実施例1、2及び比較例1〜3で得られたポリウレタンウレアDMAc溶液をフィルム化し、物性測定を行った結果を表2に示した。
表2の備考欄には、ポリウレタンの製造に用いたポリエーテルポリオールの物性を併記した。
Claims (8)
- カーボネート結合を有するポリエーテルポリオール(a)と、イソシアネート化合物(b)を反応させて製造されるポリウレタンであって、ポリエーテルポリオール(a)の水酸基価が50以下であり、ポリエーテルポリオール(a)中に、ポリアルキレンエーテルグリコール由来の構造単位を含み、該ポリアルキレンエーテルグリコールが、ポリテトラメチレンエーテルグリコール、ポリトリメチレンエーテルグリコール、1〜20モル%の3−メチルテトラヒドロフランとテトラヒドロフランの反応により得られる共重合ポリエーテルポリオール及びネオペンチルグリコールとテトラヒドロフランの反応により得られる共重合ポリエーテルグリコールからなる群より選ばれた少なくとも1種であるポリウレタン。
- ポリエーテルポリオール(a)の数平均分子量が2040以上である請求項1に記載のポリウレタン。
- ポリアルキレンエーテルグリコールの数平均分子量が100〜5000である請求項1又は2に記載のポリウレタン
- ポリエーテルポリオール(a)とイソシアネート化合物(b)と共に、さらに鎖延長剤(c)を反応させて製造される請求項1〜3のいずれか1項に記載のポリウレタン。

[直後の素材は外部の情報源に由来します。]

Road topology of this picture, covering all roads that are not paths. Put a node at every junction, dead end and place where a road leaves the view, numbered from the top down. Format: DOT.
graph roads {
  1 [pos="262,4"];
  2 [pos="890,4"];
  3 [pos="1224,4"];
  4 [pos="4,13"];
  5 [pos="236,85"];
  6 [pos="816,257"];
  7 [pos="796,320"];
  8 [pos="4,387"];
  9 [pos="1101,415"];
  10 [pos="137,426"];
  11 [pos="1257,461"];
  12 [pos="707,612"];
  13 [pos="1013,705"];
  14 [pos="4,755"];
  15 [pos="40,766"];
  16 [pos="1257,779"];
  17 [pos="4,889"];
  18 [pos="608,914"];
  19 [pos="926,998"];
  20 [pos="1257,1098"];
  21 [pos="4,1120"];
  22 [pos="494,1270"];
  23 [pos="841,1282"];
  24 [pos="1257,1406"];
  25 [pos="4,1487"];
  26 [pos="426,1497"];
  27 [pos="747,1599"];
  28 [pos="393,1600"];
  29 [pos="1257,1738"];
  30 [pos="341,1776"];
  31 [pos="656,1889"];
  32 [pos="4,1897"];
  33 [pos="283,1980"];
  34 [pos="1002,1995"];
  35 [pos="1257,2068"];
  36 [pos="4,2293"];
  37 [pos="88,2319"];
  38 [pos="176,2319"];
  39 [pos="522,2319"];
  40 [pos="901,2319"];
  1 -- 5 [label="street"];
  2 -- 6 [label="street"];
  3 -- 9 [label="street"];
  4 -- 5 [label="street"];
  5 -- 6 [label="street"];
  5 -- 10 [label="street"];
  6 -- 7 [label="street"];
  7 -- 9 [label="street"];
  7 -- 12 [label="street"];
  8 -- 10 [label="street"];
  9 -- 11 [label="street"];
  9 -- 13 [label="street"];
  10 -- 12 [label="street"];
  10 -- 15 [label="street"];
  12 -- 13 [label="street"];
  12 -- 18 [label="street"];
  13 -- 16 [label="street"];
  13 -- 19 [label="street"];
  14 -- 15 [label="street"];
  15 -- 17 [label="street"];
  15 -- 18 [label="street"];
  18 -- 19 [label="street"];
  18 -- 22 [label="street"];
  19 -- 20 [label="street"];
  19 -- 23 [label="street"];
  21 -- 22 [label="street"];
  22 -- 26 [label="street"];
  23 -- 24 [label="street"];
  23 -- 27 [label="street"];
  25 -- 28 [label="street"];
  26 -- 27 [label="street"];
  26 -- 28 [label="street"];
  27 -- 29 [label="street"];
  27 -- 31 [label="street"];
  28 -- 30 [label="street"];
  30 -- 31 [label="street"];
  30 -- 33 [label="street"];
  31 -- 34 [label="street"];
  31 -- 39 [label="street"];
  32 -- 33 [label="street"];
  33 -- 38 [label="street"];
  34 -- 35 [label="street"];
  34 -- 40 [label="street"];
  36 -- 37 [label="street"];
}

- 請求項1〜4のいずれか1項に記載のポリウレタンを使用した繊維。
- 請求項1〜4のいずれか1項に記載のポリウレタンを使用した人工/合成皮革。
- 請求項1〜4のいずれか1項に記載のポリウレタンを使用したコーティング剤。
- ポリアルキレンエーテルグリコールとカーボネート化合物を反応させて得られた水酸基価が50以下のポリエーテルポリオール(a)、イソシアネート化合物(b)及び鎖延長剤(c)を付加重合反応させるポリウレタンの製造方法であって、該ポリアルキレンエーテルグリコールが、ポリテトラメチレンエーテルグリコール、ポリトリメチレンエーテルグリコール、1〜20モル%の3−メチルテトラヒドロフランとテトラヒドロフランの反応により得られる共重合ポリエーテルポリオール及びネオペンチルグリコールとテトラヒドロフランの反応により得られる共重合ポリエーテルグリコールからなる群より選ばれた少なくとも1種であるポリウレタンの製造方法。